Exercise description: Go through the lines below and retype each one exactly.

Data records:
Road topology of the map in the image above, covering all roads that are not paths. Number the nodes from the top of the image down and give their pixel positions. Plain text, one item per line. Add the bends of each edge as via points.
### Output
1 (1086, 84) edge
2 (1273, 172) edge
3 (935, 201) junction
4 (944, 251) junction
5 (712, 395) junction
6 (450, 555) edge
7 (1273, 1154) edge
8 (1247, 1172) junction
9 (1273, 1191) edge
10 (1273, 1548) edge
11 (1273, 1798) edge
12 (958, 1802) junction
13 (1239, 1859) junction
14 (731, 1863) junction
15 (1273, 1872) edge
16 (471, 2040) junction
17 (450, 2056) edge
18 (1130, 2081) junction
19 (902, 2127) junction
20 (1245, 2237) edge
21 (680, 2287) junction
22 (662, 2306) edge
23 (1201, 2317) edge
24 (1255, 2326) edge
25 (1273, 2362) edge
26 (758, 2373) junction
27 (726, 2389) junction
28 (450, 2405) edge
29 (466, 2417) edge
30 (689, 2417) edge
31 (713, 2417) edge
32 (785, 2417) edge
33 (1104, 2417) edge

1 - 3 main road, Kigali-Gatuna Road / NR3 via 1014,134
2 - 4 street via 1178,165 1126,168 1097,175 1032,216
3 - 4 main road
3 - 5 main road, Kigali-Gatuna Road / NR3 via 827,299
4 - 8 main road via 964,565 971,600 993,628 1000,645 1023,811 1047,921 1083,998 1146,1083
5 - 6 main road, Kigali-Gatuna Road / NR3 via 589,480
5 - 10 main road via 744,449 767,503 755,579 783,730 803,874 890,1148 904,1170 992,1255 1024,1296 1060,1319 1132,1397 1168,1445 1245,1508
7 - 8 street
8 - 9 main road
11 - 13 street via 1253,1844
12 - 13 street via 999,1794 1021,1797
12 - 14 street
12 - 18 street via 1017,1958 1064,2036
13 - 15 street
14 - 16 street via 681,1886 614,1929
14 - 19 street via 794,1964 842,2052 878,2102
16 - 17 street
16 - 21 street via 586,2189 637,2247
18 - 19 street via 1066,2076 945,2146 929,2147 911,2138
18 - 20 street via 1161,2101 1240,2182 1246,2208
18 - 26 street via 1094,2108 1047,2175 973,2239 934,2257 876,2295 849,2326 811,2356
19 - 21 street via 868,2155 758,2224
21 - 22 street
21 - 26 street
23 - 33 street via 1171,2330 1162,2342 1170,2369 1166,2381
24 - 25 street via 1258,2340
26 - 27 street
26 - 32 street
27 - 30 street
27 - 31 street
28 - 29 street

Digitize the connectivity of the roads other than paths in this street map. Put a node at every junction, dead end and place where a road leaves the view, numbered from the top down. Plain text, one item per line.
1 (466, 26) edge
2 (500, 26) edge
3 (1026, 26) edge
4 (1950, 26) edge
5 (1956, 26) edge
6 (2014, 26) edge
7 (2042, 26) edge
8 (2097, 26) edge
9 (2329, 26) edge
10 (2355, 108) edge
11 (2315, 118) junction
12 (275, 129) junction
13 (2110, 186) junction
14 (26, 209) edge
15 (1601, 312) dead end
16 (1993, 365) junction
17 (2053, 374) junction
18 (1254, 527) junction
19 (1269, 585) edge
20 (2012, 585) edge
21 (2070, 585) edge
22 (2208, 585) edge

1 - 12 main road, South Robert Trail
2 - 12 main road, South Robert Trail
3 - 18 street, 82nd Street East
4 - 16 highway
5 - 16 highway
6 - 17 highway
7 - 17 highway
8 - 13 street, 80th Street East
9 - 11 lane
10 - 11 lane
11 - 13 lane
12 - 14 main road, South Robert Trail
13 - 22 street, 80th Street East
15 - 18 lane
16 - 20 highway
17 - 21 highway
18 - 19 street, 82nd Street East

Answer for the task:
Road topology of the map in the image above, covering all roads that are not paths. Number the nodes from the top of the image down and give their pixel positions. Plain text, one item per line. Add the bends of each edge as via points.
### Output
1 (1086, 84) edge
2 (1273, 172) edge
3 (935, 201) junction
4 (944, 251) junction
5 (712, 395) junction
6 (450, 555) edge
7 (1273, 1154) edge
8 (1247, 1172) junction
9 (1273, 1191) edge
10 (1273, 1548) edge
11 (1273, 1798) edge
12 (958, 1802) junction
13 (1239, 1859) junction
14 (731, 1863) junction
15 (1273, 1872) edge
16 (471, 2040) junction
17 (450, 2056) edge
18 (1130, 2081) junction
19 (902, 2127) junction
20 (1245, 2237) edge
21 (680, 2287) junction
22 (662, 2306) edge
23 (1201, 2317) edge
24 (1255, 2326) edge
25 (1273, 2362) edge
26 (758, 2373) junction
27 (726, 2389) junction
28 (450, 2405) edge
29 (466, 2417) edge
30 (689, 2417) edge
31 (713, 2417) edge
32 (785, 2417) edge
33 (1104, 2417) edge

1 - 3 main road, Kigali-Gatuna Road / NR3 via 1014,134
2 - 4 street via 1178,165 1126,168 1097,175 1032,216
3 - 4 main road
3 - 5 main road, Kigali-Gatuna Road / NR3 via 827,299
4 - 8 main road via 964,565 971,600 993,628 1000,645 1023,811 1047,921 1083,998 1146,1083
5 - 6 main road, Kigali-Gatuna Road / NR3 via 589,480
5 - 10 main road via 744,449 767,503 755,579 783,730 803,874 890,1148 904,1170 992,1255 1024,1296 1060,1319 1132,1397 1168,1445 1245,1508
7 - 8 street
8 - 9 main road
11 - 13 street via 1253,1844
12 - 13 street via 999,1794 1021,1797
12 - 14 street
12 - 18 street via 1017,1958 1064,2036
13 - 15 street
14 - 16 street via 681,1886 614,1929
14 - 19 street via 794,1964 842,2052 878,2102
16 - 17 street
16 - 21 street via 586,2189 637,2247
18 - 19 street via 1066,2076 945,2146 929,2147 911,2138
18 - 20 street via 1161,2101 1240,2182 1246,2208
18 - 26 street via 1094,2108 1047,2175 973,2239 934,2257 876,2295 849,2326 811,2356
19 - 21 street via 868,2155 758,2224
21 - 22 street
21 - 26 street
23 - 33 street via 1171,2330 1162,2342 1170,2369 1166,2381
24 - 25 street via 1258,2340
26 - 27 street
26 - 32 street
27 - 30 street
27 - 31 street
28 - 29 street

Digitize the connectivity of the roads other than paths in this street map. Put a node at every junction, dead end and place where a road leaves the view, numbered from the top down. Plain text, one item per line.
1 (466, 26) edge
2 (500, 26) edge
3 (1026, 26) edge
4 (1950, 26) edge
5 (1956, 26) edge
6 (2014, 26) edge
7 (2042, 26) edge
8 (2097, 26) edge
9 (2329, 26) edge
10 (2355, 108) edge
11 (2315, 118) junction
12 (275, 129) junction
13 (2110, 186) junction
14 (26, 209) edge
15 (1601, 312) dead end
16 (1993, 365) junction
17 (2053, 374) junction
18 (1254, 527) junction
19 (1269, 585) edge
20 (2012, 585) edge
21 (2070, 585) edge
22 (2208, 585) edge

1 - 12 main road, South Robert Trail
2 - 12 main road, South Robert Trail
3 - 18 street, 82nd Street East
4 - 16 highway
5 - 16 highway
6 - 17 highway
7 - 17 highway
8 - 13 street, 80th Street East
9 - 11 lane
10 - 11 lane
11 - 13 lane
12 - 14 main road, South Robert Trail
13 - 22 street, 80th Street East
15 - 18 lane
16 - 20 highway
17 - 21 highway
18 - 19 street, 82nd Street East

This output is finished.